Metadata-Version: 2.1
Name: diversity
Version: 0.1.17
Summary: 
Author: Chantal Shaib
Author-email: shaib.c@northeastern.edu
Requires-Python: >=3.10,<3.13
Classifier: Programming Language :: Python :: 3
Classifier: Programming Language :: Python :: 3.10
Classifier: Programming Language :: Python :: 3.11
Requires-Dist: evaluate (>=0.4.1,<0.5.0)
Requires-Dist: nltk (>=3.8.1,<4.0.0)
Requires-Dist: rouge-score (>=0.1.2,<0.2.0)
Requires-Dist: typer (>=0.9.0,<0.10.0)
Description-Content-Type: text/markdown


# 🎨 `diversity`

`diversity` is a package that checks for and scores repeated structures and patterns in the output of language models. 

## Installation

```sh
pip install diversity
```

## Command-line

```sh
python examples/summarization.py <DATASET CSV>
```

## Library

This library supports various scoring methods for evaluating the homogeneity and diversity of outputs. 
```python
from diversity import compression_ratio, homogenization_score, ngram_diversity_score

data_example  = [
"I enjoy walking with my cute dog for the rest of the day, but this time it was hard for me to figure out what to do with it. When I finally looked at this for a few moments, I immediately thought.",
"I enjoy walking with my cute dog. The only time I felt like walking was when I was working, so it was awesome for me. I didn't want to walk for days.
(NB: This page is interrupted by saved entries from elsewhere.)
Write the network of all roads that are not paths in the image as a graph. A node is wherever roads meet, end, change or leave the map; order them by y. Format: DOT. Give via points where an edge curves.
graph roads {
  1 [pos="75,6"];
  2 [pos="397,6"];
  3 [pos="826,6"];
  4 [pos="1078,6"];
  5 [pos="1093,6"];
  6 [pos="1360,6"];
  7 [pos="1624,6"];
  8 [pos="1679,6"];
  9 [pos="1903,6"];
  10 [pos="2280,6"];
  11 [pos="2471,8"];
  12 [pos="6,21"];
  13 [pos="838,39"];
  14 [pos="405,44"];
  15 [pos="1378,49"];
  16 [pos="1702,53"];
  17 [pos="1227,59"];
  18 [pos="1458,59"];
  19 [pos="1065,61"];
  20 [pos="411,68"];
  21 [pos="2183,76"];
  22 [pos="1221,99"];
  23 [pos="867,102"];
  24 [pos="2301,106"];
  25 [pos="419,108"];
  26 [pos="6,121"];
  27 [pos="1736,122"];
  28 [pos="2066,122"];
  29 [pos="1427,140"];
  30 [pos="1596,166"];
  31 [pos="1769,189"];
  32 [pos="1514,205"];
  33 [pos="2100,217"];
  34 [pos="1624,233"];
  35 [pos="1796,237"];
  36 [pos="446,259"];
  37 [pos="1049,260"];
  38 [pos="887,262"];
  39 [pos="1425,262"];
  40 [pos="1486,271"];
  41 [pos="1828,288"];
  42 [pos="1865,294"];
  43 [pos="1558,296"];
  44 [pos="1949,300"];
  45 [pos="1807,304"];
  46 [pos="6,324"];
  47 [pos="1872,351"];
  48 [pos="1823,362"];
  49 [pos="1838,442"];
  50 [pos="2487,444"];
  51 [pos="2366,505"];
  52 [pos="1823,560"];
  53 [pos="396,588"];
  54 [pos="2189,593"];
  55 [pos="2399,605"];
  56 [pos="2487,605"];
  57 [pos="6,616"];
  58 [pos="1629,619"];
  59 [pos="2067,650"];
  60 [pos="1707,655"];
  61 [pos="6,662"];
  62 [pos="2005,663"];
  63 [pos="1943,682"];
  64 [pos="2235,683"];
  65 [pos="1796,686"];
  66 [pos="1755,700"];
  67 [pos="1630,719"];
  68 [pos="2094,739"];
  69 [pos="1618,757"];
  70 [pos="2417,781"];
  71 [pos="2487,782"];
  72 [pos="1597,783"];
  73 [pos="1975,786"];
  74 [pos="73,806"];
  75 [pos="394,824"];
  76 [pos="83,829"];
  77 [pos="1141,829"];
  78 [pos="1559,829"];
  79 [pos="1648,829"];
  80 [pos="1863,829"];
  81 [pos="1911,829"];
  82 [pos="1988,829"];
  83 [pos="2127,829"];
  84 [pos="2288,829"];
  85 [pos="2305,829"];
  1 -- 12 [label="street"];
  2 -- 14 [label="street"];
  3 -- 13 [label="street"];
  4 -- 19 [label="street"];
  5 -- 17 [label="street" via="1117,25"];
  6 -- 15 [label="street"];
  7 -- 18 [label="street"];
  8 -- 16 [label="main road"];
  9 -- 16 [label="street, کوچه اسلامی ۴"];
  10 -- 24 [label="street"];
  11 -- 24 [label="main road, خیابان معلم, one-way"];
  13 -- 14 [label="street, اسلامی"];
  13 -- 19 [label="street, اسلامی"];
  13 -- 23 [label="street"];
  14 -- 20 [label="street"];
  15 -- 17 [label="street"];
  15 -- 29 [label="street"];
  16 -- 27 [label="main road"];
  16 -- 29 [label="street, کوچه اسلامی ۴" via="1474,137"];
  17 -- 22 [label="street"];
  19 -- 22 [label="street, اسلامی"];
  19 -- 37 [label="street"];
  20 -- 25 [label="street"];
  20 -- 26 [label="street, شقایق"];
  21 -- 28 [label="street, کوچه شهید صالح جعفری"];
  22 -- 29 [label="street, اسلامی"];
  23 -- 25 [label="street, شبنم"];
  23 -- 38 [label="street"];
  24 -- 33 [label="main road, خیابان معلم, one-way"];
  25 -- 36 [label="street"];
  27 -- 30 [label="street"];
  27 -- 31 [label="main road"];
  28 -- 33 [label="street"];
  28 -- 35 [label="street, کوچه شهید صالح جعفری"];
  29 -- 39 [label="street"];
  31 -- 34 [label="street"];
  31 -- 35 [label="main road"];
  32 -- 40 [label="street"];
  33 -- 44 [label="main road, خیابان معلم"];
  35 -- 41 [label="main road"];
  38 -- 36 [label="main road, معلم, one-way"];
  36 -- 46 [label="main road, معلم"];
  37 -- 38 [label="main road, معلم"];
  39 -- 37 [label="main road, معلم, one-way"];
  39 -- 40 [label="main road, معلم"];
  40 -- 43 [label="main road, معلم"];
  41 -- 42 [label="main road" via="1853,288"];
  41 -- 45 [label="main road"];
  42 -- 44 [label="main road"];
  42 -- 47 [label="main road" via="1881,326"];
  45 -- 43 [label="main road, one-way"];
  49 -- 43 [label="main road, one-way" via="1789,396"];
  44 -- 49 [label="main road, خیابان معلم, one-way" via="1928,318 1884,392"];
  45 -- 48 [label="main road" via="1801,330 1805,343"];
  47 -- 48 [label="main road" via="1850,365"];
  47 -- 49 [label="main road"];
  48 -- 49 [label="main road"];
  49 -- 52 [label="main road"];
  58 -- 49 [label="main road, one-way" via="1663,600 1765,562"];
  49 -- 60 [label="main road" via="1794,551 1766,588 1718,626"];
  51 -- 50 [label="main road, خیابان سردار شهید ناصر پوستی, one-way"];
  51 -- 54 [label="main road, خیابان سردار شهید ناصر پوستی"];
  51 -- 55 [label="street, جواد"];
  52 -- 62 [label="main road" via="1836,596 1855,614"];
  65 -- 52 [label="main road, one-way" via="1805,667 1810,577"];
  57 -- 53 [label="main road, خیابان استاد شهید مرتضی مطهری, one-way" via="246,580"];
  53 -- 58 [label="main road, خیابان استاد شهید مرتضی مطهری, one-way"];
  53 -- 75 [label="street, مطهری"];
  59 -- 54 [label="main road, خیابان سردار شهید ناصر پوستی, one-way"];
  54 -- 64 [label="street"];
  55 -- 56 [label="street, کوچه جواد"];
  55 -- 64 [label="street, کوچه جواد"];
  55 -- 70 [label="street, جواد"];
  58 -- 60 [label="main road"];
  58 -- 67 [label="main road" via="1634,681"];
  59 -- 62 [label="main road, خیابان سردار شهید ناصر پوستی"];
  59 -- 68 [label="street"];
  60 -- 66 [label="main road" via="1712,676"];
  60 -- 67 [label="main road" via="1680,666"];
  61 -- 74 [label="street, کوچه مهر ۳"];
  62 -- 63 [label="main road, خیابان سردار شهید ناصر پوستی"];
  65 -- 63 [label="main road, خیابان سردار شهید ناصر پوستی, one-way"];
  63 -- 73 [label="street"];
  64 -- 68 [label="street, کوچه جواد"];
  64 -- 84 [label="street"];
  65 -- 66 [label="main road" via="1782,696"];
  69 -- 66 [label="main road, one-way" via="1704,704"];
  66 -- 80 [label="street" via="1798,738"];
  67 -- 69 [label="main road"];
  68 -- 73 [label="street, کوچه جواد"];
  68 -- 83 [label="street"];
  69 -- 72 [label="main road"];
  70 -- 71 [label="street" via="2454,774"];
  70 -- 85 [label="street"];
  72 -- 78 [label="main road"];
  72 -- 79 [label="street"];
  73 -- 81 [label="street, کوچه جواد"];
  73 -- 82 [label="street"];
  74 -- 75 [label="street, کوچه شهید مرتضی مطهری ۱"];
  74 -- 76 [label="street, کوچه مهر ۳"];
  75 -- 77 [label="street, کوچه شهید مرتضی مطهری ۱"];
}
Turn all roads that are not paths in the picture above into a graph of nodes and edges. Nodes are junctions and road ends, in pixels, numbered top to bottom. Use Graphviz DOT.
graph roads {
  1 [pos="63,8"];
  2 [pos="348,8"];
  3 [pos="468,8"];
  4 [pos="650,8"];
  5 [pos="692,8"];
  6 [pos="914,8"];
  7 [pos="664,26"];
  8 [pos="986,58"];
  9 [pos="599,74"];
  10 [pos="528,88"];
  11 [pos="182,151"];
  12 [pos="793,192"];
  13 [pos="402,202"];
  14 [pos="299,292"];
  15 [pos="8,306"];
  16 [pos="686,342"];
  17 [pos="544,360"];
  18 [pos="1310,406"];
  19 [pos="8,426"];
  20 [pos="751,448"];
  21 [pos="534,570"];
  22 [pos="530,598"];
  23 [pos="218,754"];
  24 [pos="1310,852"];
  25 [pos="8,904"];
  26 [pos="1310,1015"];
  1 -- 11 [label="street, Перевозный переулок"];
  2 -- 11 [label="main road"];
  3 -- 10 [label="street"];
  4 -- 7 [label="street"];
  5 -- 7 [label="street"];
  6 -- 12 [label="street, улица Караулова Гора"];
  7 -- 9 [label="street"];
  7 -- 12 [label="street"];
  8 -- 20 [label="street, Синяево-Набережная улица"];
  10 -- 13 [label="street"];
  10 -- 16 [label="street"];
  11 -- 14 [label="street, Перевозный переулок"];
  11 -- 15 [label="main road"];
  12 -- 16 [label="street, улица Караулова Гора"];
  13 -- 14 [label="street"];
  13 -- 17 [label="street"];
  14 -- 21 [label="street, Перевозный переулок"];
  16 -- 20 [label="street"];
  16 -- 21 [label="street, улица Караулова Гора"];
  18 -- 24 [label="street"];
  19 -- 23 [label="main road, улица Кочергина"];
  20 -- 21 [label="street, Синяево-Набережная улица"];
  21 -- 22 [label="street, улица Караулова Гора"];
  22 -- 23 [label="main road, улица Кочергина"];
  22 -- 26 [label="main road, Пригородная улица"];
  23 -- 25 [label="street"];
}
I am really curious how she can walk with me", 
"I enjoy walking with my cute dog (Chama-I-I-I-I-I), and I really enjoy running. I play in a little game I play with my brother in which I take pictures of our houses."
]

cr = compression_ratio(data_example, 'gzip')
hs = homogenization_score(data_example, 'rougel')
# hs = homogenization_score(data_example, 'bertscore') 
self_bleu = homogenization_score(data_example, 'bleu')
nds = ngram_diversity_score(data_example, 4)

print(cr, hs, nds)
```

```sh
1.641 0.222 3.315
```


You can also visualize various ngram patterns using this library:
```python

n = 6
# get the token-level patterns
patterns_token  =  token_patterns(outputs, n)

# get the POS patterns
joined_pos, tuples  =  get_pos(outputs)
ngrams_pos  =  token_patterns(joined_pos, n)

# for the top n-gram patterns, cycle through and get the matching text
text_matches  = {}
for  pattern, _  in  ngrams_pos:
	text_matches['pattern'] =  pos_patterns(tuples, pattern)
```